# [Build native Windows on Arm applications with Python](https://learn.arm.com/learning-paths/laptops-and-desktops/win_python/)

## In this learning path

- [Introduction](https://learn.arm.com/learning-paths/laptops-and-desktops/win_python/)
- [Platform-specificity of the Python packages](https://learn.arm.com/learning-paths/laptops-and-desktops/win_python/how-to-1/)
- [Build the application](https://learn.arm.com/learning-paths/laptops-and-desktops/win_python/how-to-2/)
- [Next Steps](https://learn.arm.com/learning-paths/laptops-and-desktops/win_python/_next-steps/)

## About this Learning Path

| Skill level: | Introductory |
|--------------|--------------|
| Reading time: | 30 min      |
| Last updated: | 11 Aug 2026 |

| Author: | Dawid Borycki [GitHub](https://github.com/dawidborycki) |
|---------|----------------------------------------------------------|
| Arm IP: | [Cortex-A](https://support.arm.com/?tab=compute-ip&Product%20Type=Application%20Processors) |
| Tags:   | [Migration to Arm](/tag/migration-to-arm), [Windows](/tag/windows), [Python](/tag/python), [Visual Studio Code](/tag/visual-studio-code) |

### Who is this for?
This is an introductory topic for developers who are interested in building Python applications on Arm.

### What will you learn?
Upon completion of this Learning Path, you will be able to:
- Understand the platform-dependency of Python packages
- Leverage native Arm64 for Python applications

### Prerequisites
Before starting, you will need the following:
- A Windows on Arm computer such as the Lenovo Thinkpad X13s running Windows 11 or a Windows on Arm [virtual machine](/learning-paths/cross-platform/woa_azure/).
- Any code editor, we recommend using [Visual Studio Code for Arm64](https://code.visualstudio.com/docs/?dv=win32arm64user).
- Visual Studio 2022 with Arm build tools. [Refer to this guide for the installation steps](https://developer.arm.com/documentation/102528/0100/Install-Visual-Studio).

### Summary
You’ll use platform-specific Python packages on Windows on Arm to build an Arm64-native application with NumPy. First, you’ll create a `sample.py` script that generates noisy sine waves, computes fast Fourier transforms, and records timings for multiple input sizes. Then, you’ll run the script with Arm64 tooling and use the results to understand how package choice and input size affect performance.

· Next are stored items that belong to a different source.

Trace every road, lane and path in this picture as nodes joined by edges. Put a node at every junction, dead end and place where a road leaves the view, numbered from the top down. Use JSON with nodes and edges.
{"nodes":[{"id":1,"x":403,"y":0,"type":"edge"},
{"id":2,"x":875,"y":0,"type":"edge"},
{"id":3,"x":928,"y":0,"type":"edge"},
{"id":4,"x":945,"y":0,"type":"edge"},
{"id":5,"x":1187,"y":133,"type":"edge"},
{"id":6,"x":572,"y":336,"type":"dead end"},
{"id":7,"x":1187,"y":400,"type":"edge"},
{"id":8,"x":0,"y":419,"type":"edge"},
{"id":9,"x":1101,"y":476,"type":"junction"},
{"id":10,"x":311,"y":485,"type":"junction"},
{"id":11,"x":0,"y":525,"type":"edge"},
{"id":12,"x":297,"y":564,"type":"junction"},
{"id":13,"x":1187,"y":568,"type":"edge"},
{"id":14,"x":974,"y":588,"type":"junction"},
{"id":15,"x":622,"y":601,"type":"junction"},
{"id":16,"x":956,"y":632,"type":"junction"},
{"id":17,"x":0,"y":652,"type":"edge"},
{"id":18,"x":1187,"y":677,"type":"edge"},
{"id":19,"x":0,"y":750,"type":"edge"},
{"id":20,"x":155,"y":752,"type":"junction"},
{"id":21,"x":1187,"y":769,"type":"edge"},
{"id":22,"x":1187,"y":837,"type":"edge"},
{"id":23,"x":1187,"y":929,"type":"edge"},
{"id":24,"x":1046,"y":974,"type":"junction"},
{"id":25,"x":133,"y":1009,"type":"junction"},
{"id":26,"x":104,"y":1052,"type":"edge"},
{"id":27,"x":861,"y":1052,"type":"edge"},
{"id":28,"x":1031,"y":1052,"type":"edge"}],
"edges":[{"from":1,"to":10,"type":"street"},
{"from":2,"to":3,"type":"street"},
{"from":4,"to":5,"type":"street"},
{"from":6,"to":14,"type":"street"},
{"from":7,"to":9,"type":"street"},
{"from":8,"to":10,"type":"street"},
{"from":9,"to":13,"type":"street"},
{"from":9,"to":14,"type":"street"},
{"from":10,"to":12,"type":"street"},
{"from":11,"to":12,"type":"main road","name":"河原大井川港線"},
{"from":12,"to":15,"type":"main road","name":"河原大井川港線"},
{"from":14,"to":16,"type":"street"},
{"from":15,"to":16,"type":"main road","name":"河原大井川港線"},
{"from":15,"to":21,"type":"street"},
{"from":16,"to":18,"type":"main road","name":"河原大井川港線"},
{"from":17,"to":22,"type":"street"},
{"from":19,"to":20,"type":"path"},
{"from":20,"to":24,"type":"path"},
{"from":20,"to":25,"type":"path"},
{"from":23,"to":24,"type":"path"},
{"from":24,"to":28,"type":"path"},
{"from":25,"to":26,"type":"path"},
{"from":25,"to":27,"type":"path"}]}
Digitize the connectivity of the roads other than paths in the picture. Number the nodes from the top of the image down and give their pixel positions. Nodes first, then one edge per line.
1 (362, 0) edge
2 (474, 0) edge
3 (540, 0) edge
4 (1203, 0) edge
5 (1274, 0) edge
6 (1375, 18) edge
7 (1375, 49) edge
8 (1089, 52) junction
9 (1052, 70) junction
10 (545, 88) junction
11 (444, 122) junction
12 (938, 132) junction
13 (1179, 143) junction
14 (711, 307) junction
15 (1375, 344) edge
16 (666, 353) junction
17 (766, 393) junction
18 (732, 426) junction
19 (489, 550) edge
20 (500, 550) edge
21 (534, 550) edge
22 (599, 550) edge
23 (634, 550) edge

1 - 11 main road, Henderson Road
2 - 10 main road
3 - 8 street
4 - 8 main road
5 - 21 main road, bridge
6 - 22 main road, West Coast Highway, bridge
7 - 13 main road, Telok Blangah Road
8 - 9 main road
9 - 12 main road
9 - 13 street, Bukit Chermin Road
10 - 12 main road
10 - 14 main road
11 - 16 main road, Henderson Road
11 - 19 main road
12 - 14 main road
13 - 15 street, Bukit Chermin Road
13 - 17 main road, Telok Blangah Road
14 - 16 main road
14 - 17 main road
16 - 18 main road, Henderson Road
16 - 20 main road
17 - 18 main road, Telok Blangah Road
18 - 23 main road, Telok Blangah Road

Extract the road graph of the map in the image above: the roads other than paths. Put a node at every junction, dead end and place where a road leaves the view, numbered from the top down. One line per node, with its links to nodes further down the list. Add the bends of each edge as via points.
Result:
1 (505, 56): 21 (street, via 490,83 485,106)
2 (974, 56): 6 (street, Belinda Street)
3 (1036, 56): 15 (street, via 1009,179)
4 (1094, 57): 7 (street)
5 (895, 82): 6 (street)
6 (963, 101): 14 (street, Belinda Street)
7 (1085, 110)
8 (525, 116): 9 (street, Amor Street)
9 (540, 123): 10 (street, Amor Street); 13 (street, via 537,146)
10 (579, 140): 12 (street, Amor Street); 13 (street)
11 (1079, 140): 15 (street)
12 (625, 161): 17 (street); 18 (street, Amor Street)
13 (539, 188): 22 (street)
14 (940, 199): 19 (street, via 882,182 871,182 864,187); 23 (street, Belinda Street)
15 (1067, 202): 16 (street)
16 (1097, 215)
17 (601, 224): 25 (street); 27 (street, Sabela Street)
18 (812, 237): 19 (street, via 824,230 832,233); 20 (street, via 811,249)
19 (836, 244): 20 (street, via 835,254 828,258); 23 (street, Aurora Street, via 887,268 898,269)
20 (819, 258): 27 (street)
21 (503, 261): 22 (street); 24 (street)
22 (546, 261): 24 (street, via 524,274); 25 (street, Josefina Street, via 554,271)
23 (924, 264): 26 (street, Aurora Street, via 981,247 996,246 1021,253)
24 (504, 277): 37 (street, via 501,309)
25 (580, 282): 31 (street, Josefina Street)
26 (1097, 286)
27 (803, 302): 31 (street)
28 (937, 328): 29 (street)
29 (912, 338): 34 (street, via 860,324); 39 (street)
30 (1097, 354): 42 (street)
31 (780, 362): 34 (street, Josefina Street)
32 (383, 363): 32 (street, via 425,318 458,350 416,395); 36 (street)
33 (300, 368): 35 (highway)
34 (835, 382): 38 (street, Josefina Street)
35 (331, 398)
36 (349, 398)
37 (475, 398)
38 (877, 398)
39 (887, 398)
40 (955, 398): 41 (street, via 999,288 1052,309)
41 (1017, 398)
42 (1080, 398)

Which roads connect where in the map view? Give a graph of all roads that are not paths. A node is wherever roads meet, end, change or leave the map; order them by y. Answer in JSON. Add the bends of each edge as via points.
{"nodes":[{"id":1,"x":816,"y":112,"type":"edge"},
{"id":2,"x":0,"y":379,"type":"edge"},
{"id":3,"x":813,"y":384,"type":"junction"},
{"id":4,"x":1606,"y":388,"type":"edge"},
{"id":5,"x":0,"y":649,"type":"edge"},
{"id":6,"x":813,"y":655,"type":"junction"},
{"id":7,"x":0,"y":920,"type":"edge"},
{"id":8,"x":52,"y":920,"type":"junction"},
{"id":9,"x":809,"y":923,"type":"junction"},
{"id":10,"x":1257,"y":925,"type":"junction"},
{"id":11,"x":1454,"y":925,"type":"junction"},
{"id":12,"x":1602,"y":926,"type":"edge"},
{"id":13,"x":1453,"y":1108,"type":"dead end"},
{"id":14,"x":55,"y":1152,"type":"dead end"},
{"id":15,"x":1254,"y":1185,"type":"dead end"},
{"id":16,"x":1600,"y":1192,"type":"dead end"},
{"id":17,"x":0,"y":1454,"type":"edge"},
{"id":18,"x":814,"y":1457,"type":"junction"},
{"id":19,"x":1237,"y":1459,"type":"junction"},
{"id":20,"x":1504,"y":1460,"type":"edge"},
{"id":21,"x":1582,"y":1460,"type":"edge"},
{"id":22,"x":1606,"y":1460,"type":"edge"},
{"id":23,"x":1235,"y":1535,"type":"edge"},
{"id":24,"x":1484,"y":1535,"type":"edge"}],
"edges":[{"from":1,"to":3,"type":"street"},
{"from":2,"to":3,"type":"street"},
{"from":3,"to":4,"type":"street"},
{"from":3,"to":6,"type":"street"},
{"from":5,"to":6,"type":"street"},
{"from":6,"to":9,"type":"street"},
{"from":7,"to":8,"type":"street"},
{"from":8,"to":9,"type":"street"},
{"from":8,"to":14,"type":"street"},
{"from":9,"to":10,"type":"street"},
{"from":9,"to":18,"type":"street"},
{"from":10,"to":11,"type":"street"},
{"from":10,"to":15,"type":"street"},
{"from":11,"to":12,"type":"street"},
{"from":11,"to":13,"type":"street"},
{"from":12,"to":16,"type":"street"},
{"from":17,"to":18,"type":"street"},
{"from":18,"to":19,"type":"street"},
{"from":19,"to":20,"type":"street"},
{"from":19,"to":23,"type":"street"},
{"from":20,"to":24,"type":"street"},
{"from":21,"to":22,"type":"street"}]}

### Frequently asked questions

#### What result should I expect when I run the sample application?
The program computes FFTs of synthesized sine waves with added noise for several input lengths and prints execution times. Use the printed timings to compare how runtime changes as the input size varies on the same device.

#### Where can I find the complete sample code if my script differs?
A complete version of the code is available on GitHub. Compare your `sample.py` with that version if you see unexpected results.

#### What should I check if import numpy fails when running sample.py?
Confirm that you installed NumPy during setup. Also verify that you’re using the Windows on Arm environment and Arm64 tooling noted in the setup.

#### Which parts of the sample can I change to explore performance differences?
Modify the set of input lengths, the number of iterations, or the signal parameters used to synthesize the sine waves. Rerun the script and compare the new execution times.

#### How do I compare the Arm64 and x64 Python runs?
Run `py -3.12-64 sample.py` for x64 emulation, then run `py -3.12-arm64 sample.py` for Arm64. Run both commands from the directory containing `sample.py` and compare the execution times for the same signal lengths.